Dataset excerpts:

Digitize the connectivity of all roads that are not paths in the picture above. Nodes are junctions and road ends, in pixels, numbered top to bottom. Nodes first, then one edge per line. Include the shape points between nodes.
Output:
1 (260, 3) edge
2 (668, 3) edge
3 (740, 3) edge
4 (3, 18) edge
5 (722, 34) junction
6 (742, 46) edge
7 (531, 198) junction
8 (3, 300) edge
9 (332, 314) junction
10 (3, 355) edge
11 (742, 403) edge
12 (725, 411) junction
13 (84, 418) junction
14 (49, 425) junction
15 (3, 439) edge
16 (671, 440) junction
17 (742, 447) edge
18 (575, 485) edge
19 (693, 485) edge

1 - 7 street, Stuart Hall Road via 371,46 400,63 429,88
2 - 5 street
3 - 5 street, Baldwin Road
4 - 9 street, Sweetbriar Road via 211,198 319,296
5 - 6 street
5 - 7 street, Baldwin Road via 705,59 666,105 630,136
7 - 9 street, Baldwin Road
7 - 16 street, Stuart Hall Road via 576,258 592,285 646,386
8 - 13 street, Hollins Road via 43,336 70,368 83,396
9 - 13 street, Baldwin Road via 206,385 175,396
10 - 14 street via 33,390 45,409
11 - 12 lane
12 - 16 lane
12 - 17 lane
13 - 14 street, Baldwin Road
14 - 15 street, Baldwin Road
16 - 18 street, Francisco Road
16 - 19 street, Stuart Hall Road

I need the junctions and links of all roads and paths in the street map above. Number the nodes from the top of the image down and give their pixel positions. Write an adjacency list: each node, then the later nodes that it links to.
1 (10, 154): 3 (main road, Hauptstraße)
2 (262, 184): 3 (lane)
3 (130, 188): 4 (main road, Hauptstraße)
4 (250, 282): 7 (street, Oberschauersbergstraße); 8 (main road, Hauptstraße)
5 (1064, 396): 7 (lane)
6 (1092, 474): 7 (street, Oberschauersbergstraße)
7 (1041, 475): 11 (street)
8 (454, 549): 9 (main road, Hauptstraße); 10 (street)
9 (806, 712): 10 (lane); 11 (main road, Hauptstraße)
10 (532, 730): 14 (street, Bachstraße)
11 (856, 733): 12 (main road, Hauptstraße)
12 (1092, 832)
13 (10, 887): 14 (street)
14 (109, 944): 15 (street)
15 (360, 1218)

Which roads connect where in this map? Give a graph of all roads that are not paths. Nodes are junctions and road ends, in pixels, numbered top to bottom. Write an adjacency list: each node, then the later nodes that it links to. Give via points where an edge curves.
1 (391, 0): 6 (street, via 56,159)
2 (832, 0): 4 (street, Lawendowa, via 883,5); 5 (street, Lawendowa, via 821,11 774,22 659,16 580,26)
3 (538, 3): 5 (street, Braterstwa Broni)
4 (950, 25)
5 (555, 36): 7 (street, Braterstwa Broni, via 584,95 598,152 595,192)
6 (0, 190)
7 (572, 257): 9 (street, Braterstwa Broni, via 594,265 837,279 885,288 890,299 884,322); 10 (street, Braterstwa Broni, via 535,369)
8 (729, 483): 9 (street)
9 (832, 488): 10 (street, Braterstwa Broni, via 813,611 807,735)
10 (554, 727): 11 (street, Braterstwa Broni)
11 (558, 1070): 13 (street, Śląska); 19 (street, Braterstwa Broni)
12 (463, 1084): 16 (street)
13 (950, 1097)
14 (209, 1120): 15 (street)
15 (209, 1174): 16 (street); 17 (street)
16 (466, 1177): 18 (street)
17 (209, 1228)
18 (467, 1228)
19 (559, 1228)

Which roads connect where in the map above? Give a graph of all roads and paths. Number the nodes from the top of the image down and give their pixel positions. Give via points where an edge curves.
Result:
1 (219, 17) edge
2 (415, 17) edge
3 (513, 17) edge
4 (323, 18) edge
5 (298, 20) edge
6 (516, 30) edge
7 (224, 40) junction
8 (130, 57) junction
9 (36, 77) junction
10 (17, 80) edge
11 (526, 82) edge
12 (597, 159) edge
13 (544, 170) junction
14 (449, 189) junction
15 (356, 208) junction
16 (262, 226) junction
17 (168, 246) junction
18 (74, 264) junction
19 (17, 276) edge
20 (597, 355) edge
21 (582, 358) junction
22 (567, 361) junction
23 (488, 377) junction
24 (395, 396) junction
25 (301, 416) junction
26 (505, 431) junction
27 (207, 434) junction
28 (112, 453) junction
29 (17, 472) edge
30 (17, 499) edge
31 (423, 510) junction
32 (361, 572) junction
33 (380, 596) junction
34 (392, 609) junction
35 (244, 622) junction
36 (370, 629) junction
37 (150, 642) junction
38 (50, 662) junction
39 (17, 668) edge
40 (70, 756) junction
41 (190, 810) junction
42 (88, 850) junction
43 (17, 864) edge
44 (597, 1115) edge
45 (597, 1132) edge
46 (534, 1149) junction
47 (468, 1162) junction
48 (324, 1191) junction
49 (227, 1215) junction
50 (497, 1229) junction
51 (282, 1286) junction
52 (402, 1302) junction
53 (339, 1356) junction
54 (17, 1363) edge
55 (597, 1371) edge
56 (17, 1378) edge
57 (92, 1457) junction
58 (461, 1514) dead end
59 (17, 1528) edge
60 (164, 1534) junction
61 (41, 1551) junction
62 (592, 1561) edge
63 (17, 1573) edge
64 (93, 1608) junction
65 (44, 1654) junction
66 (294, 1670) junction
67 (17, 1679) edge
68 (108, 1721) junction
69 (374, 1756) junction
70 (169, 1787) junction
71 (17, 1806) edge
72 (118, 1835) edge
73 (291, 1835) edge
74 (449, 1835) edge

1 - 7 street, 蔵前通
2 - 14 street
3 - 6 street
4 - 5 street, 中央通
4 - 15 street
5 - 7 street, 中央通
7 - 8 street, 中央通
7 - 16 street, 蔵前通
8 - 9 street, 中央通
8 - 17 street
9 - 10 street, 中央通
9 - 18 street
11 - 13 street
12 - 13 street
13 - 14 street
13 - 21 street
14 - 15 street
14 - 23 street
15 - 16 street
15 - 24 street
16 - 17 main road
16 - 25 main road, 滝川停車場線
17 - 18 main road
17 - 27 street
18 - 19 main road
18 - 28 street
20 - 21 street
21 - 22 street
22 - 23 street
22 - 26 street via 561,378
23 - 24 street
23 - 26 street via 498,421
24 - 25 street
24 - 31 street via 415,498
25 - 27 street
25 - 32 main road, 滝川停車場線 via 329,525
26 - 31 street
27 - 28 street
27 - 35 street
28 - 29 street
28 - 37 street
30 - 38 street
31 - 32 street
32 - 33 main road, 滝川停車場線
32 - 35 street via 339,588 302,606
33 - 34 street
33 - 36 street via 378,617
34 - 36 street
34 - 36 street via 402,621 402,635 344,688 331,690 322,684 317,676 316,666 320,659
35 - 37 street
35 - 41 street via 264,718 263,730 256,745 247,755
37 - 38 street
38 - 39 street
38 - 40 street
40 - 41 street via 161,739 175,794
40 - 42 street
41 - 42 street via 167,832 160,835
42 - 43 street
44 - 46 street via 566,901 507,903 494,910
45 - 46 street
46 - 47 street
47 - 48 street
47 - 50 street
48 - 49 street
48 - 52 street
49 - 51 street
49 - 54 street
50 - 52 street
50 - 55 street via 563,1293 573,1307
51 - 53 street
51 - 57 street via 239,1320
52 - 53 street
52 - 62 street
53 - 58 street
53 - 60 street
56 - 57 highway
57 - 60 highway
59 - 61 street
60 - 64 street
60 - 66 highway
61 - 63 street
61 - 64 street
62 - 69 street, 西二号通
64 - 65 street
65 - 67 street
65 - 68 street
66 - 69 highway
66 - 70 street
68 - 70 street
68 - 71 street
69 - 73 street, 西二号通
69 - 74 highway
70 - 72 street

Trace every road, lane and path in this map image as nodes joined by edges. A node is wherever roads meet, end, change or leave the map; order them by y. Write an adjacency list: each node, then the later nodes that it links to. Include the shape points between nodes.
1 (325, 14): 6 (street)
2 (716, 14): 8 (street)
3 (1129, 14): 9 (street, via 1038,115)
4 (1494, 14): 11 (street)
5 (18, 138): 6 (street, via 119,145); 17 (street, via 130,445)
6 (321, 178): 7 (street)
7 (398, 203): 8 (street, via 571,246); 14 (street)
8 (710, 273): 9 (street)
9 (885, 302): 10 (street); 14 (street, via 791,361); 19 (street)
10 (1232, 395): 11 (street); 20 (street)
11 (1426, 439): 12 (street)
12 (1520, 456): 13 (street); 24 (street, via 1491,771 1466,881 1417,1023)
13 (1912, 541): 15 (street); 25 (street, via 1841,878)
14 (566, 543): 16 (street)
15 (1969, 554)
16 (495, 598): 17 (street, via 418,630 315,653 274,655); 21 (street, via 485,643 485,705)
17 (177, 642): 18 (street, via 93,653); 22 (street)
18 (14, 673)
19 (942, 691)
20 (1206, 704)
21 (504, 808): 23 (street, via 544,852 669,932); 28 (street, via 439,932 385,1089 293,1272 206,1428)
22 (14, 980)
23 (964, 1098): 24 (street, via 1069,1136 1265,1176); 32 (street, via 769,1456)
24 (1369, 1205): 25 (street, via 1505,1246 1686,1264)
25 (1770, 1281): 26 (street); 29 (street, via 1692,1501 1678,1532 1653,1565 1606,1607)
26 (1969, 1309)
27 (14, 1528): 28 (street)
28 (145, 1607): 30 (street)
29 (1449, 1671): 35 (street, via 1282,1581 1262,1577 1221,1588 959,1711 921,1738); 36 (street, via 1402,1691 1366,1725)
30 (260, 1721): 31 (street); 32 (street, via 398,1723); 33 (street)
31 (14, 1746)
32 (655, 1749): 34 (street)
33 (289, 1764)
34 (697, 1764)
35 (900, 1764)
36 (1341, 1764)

Instructions for the task » Please set down, with no changes, the line that contains "Trace every road, lane" and all the lines after it until the entries end; write nothing besides them.

Exercise solution »
Trace every road, lane and path in this map image as nodes joined by edges. A node is wherever roads meet, end, change or leave the map; order them by y. Write an adjacency list: each node, then the later nodes that it links to. Include the shape points between nodes.
1 (325, 14): 6 (street)
2 (716, 14): 8 (street)
3 (1129, 14): 9 (street, via 1038,115)
4 (1494, 14): 11 (street)
5 (18, 138): 6 (street, via 119,145); 17 (street, via 130,445)
6 (321, 178): 7 (street)
7 (398, 203): 8 (street, via 571,246); 14 (street)
8 (710, 273): 9 (street)
9 (885, 302): 10 (street); 14 (street, via 791,361); 19 (street)
10 (1232, 395): 11 (street); 20 (street)
11 (1426, 439): 12 (street)
12 (1520, 456): 13 (street); 24 (street, via 1491,771 1466,881 1417,1023)
13 (1912, 541): 15 (street); 25 (street, via 1841,878)
14 (566, 543): 16 (street)
15 (1969, 554)
16 (495, 598): 17 (street, via 418,630 315,653 274,655); 21 (street, via 485,643 485,705)
17 (177, 642): 18 (street, via 93,653); 22 (street)
18 (14, 673)
19 (942, 691)
20 (1206, 704)
21 (504, 808): 23 (street, via 544,852 669,932); 28 (street, via 439,932 385,1089 293,1272 206,1428)
22 (14, 980)
23 (964, 1098): 24 (street, via 1069,1136 1265,1176); 32 (street, via 769,1456)
24 (1369, 1205): 25 (street, via 1505,1246 1686,1264)
25 (1770, 1281): 26 (street); 29 (street, via 1692,1501 1678,1532 1653,1565 1606,1607)
26 (1969, 1309)
27 (14, 1528): 28 (street)
28 (145, 1607): 30 (street)
29 (1449, 1671): 35 (street, via 1282,1581 1262,1577 1221,1588 959,1711 921,1738); 36 (street, via 1402,1691 1366,1725)
30 (260, 1721): 31 (street); 32 (street, via 398,1723); 33 (street)
31 (14, 1746)
32 (655, 1749): 34 (street)
33 (289, 1764)
34 (697, 1764)
35 (900, 1764)
36 (1341, 1764)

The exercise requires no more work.